The Joys of PCjr Programming

May 1st, 2009

p-pcjr-basic

Recently I’ve been getting my new project, “Twittjr” (a mashup of Twitter and an IBM PCjr), ready to attract people to the CSH booth at GCCIS for ImagineRIT. Coding in Cartridge BASIC on a PCjr is simultaneously a fascinating and frustrating experience. On the one hand, it’s kind of annoying to not have any modern conveniences like, say, functions. But on the other hand, it’s sometimes fun to go through the weird brain contortions required to actually do things with Cartridge BASIC.

One of the interesting things about BASIC (at least in this ancient incarnation) is that it’s much more relaxed than modern languages regarding where you can send its thread of execution. Of course, you only have one thread, so you have to make the most of it. For example:

10 ON TIMER(30) GOSUB 1000: TIMER ON
20 WHILE 1
30 ' Do something continuously
40 WEND
...
1000 ' Do another thing
1010 RETURN

Initially this will just go straight into the WHILE loop and do its thing. But every 30 seconds, code execution will hop right out of that loop and jump over to line 1000 for the subroutine. If you’re doing something really important in the loop and you don’t want to be interrupted, just TIMER STOP before the important bit and TIMER ON afterward. It’s an extremely simplistic way of doing things, and doesn’t take much effort to write, but it also has a number of obvious issues that wouldn’t come up in a threaded environment (e.g. stalling in the subroutine will make the entire program lock up).

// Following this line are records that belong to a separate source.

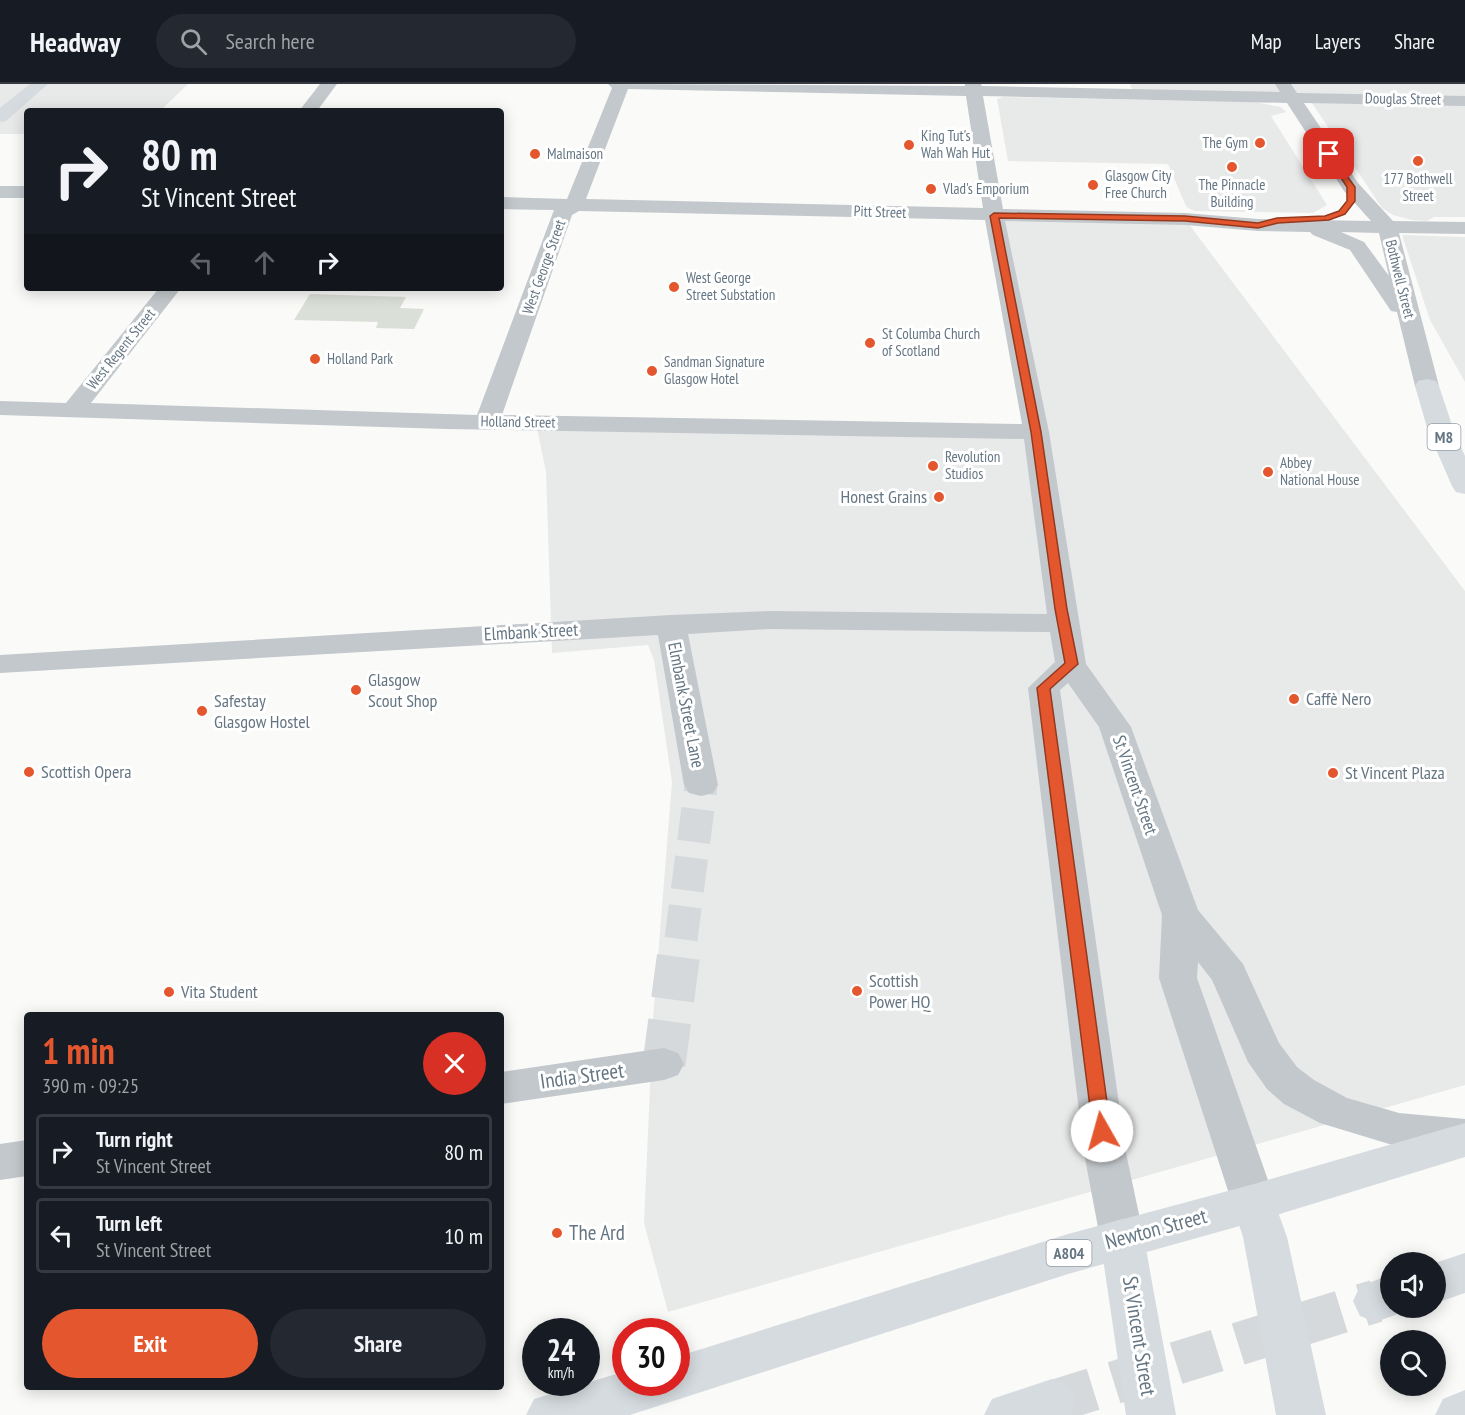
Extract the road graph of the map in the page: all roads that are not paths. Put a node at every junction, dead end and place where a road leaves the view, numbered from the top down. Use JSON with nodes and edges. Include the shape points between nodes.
{"nodes":[{"id":1,"x":40,"y":84,"type":"edge"},
{"id":2,"x":329,"y":84,"type":"edge"},
{"id":3,"x":616,"y":84,"type":"edge"},
{"id":4,"x":622,"y":84,"type":"edge"},
{"id":5,"x":974,"y":87,"type":"edge"},
{"id":6,"x":1288,"y":90,"type":"edge"},
{"id":7,"x":1465,"y":101,"type":"edge"},
{"id":8,"x":310,"y":108,"type":"edge"},
{"id":9,"x":0,"y":117,"type":"edge"},
{"id":10,"x":1351,"y":187,"type":"junction"},
{"id":11,"x":0,"y":192,"type":"edge"},
{"id":12,"x":24,"y":192,"type":"edge"},
{"id":13,"x":504,"y":203,"type":"edge"},
{"id":14,"x":574,"y":205,"type":"junction"},
{"id":15,"x":994,"y":216,"type":"junction"},
{"id":16,"x":1258,"y":225,"type":"junction"},
{"id":17,"x":1300,"y":226,"type":"junction"},
{"id":18,"x":1387,"y":226,"type":"junction"},
{"id":19,"x":1465,"y":228,"type":"edge"},
{"id":20,"x":168,"y":291,"type":"edge"},
{"id":21,"x":1413,"y":328,"type":"junction"},
{"id":22,"x":1427,"y":386,"type":"joint"},
{"id":23,"x":0,"y":408,"type":"edge"},
{"id":24,"x":73,"y":410,"type":"junction"},
{"id":25,"x":487,"y":422,"type":"junction"},
{"id":26,"x":1036,"y":432,"type":"junction"},
{"id":27,"x":1465,"y":486,"type":"edge"},
{"id":28,"x":1063,"y":623,"type":"junction"},
{"id":29,"x":671,"y":624,"type":"junction"},
{"id":30,"x":0,"y":664,"type":"edge"},
{"id":31,"x":1071,"y":664,"type":"junction"},
{"id":32,"x":701,"y":786,"type":"tunnel mouth"},
{"id":33,"x":1181,"y":915,"type":"junction"},
{"id":34,"x":664,"y":1064,"type":"dead end"},
{"id":35,"x":504,"y":1088,"type":"edge"},
{"id":36,"x":1465,"y":1138,"type":"edge"},
{"id":37,"x":24,"y":1158,"type":"edge"},
{"id":38,"x":0,"y":1162,"type":"edge"},
{"id":39,"x":1259,"y":1220,"type":"junction"},
{"id":40,"x":1126,"y":1258,"type":"junction"},
{"id":41,"x":1465,"y":1274,"type":"edge"},
{"id":42,"x":1446,"y":1280,"type":"edge"},
{"id":43,"x":690,"y":1374,"type":"edge"},
{"id":44,"x":617,"y":1396,"type":"edge"},
{"id":45,"x":1465,"y":1413,"type":"edge"},
{"id":46,"x":551,"y":1415,"type":"edge"},
{"id":47,"x":1151,"y":1415,"type":"edge"},
{"id":48,"x":1301,"y":1415,"type":"edge"},
{"id":49,"x":1460,"y":1415,"type":"edge"}],
"edges":[{"from":1,"to":9,"type":"main road"},
{"from":2,"to":8,"type":"street"},
{"from":3,"to":4,"type":"street","name":"Douglas Street"},
{"from":4,"to":5,"type":"street","name":"Douglas Street"},
{"from":4,"to":14,"type":"street","name":"West George Street"},
{"from":5,"to":6,"type":"street","name":"Douglas Street"},
{"from":5,"to":15,"type":"street","name":"St Vincent Street"},
{"from":6,"to":7,"type":"street","name":"Douglas Street"},
{"from":6,"to":10,"type":"street","name":"Bothwell Street"},
{"from":10,"to":16,"type":"street","name":"Pitt Street","via":[[1351,201],[1342,212],[1326,218],[1277,220]]},
{"from":10,"to":18,"type":"street","name":"Bothwell Street"},
{"from":11,"to":12,"type":"street"},
{"from":13,"to":14,"type":"street","name":"Pitt Street"},
{"from":14,"to":15,"type":"street","name":"Pitt Street"},
{"from":14,"to":25,"type":"street","name":"West George Street","via":[[563,213]]},
{"from":15,"to":16,"type":"street","name":"Pitt Street","via":[[1185,219]]},
{"from":15,"to":26,"type":"street","name":"St Vincent Street"},
{"from":16,"to":17,"type":"street","name":"Pitt Street"},
{"from":17,"to":18,"type":"street","name":"Pitt Street"},
{"from":17,"to":21,"type":"street","name":"Bothwell Street","via":[[1357,246]]},
{"from":18,"to":19,"type":"street","name":"Pitt Street"},
{"from":18,"to":21,"type":"street","name":"Bothwell Street"},
{"from":20,"to":24,"type":"street","name":"West Regent Street"},
{"from":21,"to":22,"type":"street","name":"Bothwell Street"},
{"from":22,"to":27,"type":"main road","number":"M8","via":[[1441,432]]},
{"from":23,"to":24,"type":"street","name":"Holland Street"},
{"from":24,"to":25,"type":"street","name":"Holland Street"},
{"from":25,"to":26,"type":"street","name":"Holland Street"},
{"from":26,"to":28,"type":"street","name":"St Vincent Street"},
{"from":28,"to":29,"type":"street","name":"Elmbank Street","via":[[768,620]]},
{"from":28,"to":31,"type":"street","name":"St Vincent Street"},
{"from":29,"to":30,"type":"street","name":"Elmbank Street"},
{"from":29,"to":32,"type":"street","name":"Elmbank Street Lane"},
{"from":31,"to":33,"type":"street","name":"St Vincent Street","via":[[1115,727]]},
{"from":31,"to":40,"type":"street","name":"St Vincent Street","via":[[1044,688],[1105,1153]]},
{"from":33,"to":36,"type":"street","name":"St Vincent Street","via":[[1230,974],[1262,1051],[1282,1078],[1299,1092],[1335,1111],[1399,1130]]},
{"from":33,"to":39,"type":"street","name":"St Vincent Street","via":[[1178,978]]},
{"from":34,"to":35,"type":"street","name":"India Street"},
{"from":36,"to":39,"type":"main road","name":"Newton Street","number":"A804"},
{"from":37,"to":38,"type":"street"},
{"from":39,"to":40,"type":"main road","name":"Newton Street","number":"A804"},
{"from":39,"to":48,"type":"main road","name":"St Vincent Street"},
{"from":40,"to":43,"type":"main road","name":"Newton Street","number":"A804","via":[[1036,1263]]},
{"from":40,"to":47,"type":"main road","name":"St Vincent Street"},
{"from":41,"to":42,"type":"main road"},
{"from":44,"to":46,"type":"main road"},
{"from":45,"to":49,"type":"main road"}]}
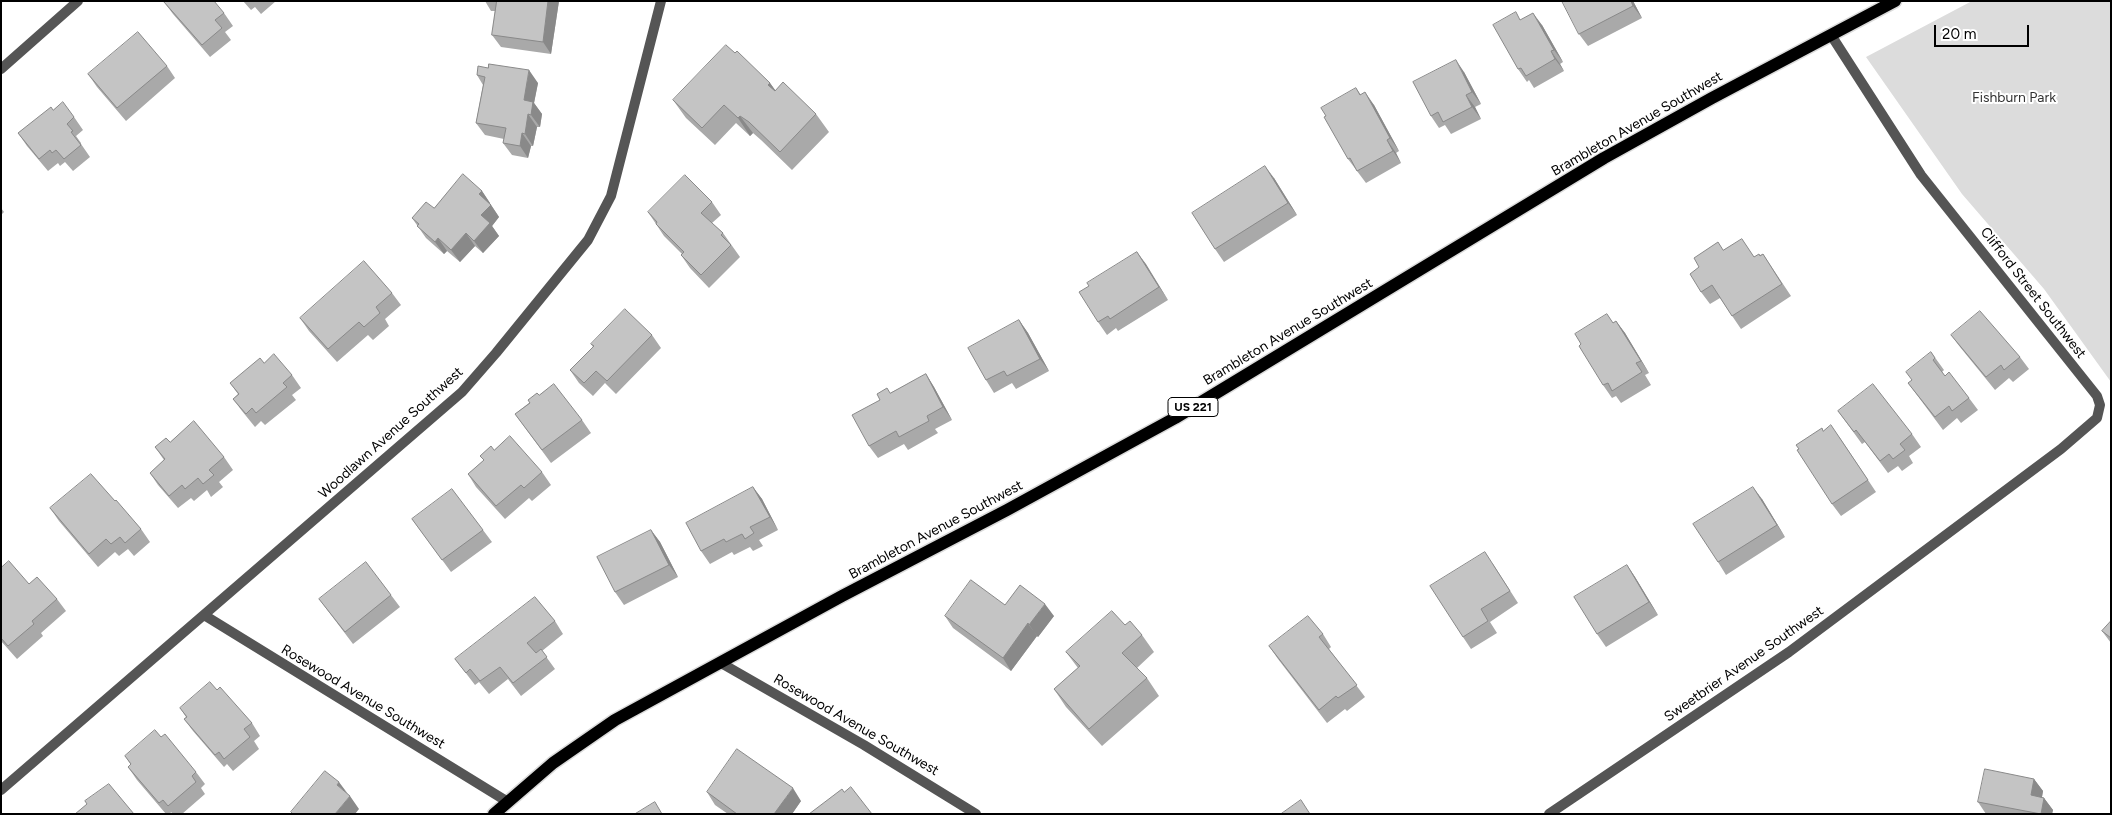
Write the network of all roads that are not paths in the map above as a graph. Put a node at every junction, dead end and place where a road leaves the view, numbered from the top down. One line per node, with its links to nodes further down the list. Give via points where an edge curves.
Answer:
1 (78, 1): 5 (street)
2 (661, 1): 7 (street, Woodlawn Avenue Southwest, via 611,196 588,240 462,392)
3 (1896, 1): 4 (main road, Brambleton Avenue Southwest / US 221)
4 (1831, 35): 6 (street, Clifford Street Southwest, via 1921,175 2097,396 2100,405 2097,418 2061,449); 8 (main road, Brambleton Avenue Southwest / US 221, via 1604,158 1175,418)
5 (1, 69)
6 (1950, 532): 13 (street, Sweetbrier Avenue Southwest, via 1789,652)
7 (204, 615): 9 (street, Woodlawn Avenue Southwest); 10 (street, Rosewood Avenue Southwest)
8 (721, 663): 10 (main road, Brambleton Avenue Southwest / US 221, via 615,720 553,762); 12 (street, Rosewood Avenue Southwest)
9 (1, 790)
10 (508, 802): 11 (main road, Brambleton Avenue Southwest / US 221)
11 (494, 814)
12 (976, 814)
13 (1549, 814)

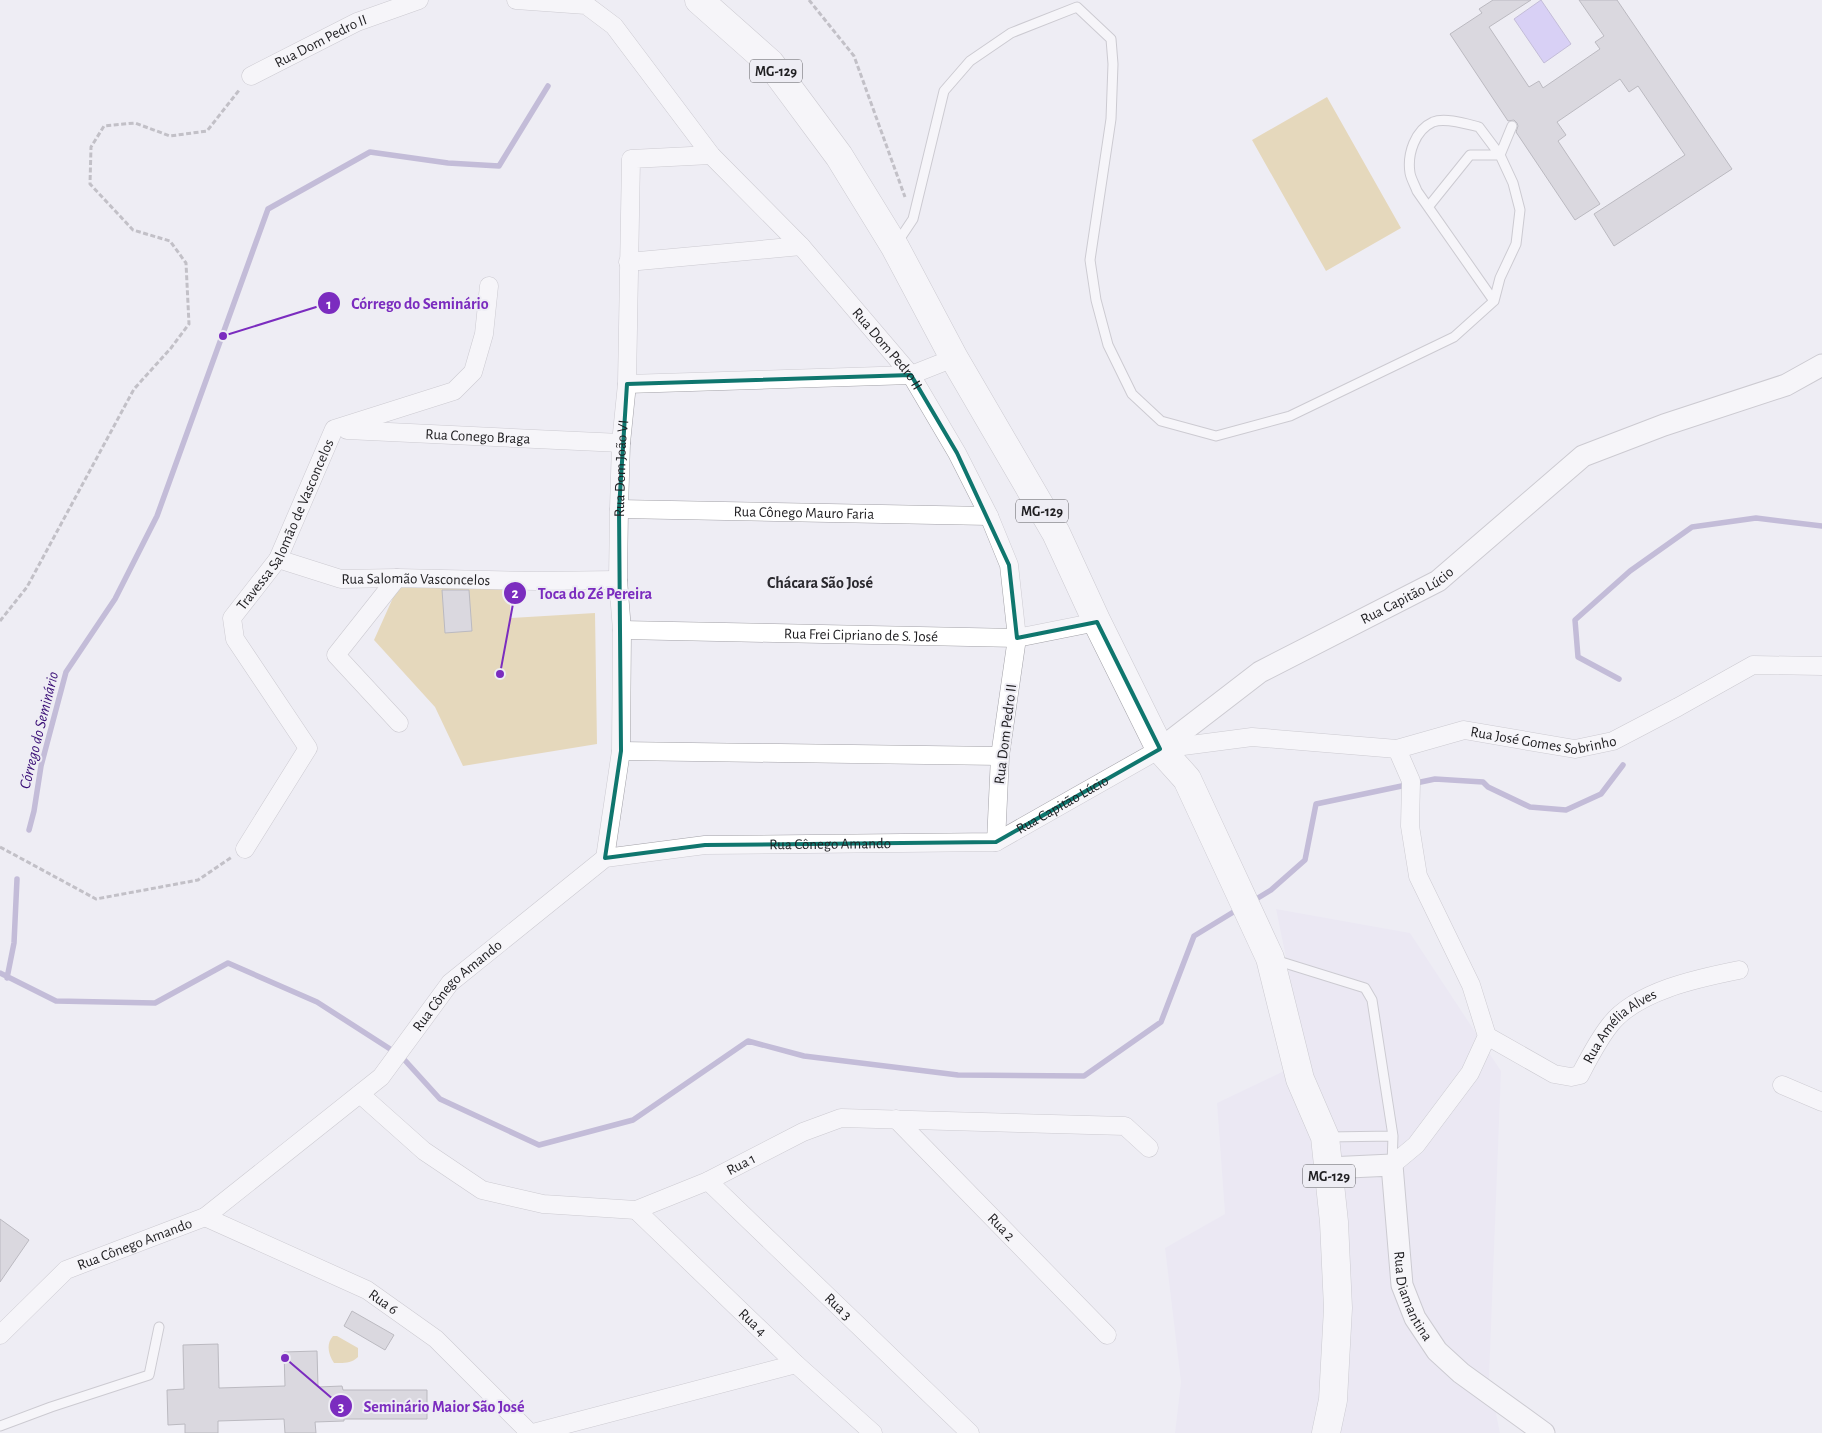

Of course, the vast majority of things you might try to do in BASIC are just plain unreasonably difficult. Subroutines don’t take parameters, so global variables are the only way to pass data between different parts of your program (not that there’s any variable type other than global). String manipulation is really fun because literally all you can do is A) Find the position of the first occurrence of a substring within a string, B) Extract a substring from a string based on character offsets, and C) Get the length of a string. Technically you can do everything with those operations that you could do with, say, regular expressions, but try anything more complex than splitting a string into an array and your code starts to look like spaghetti.

At any rate, Twittjr is almost ready for the innovation fair tomorrow; all it needs is some better word wrapping and I can probably call it v1.0. The full project write-up will be posted soon, and I’ll add the code itself a bit later.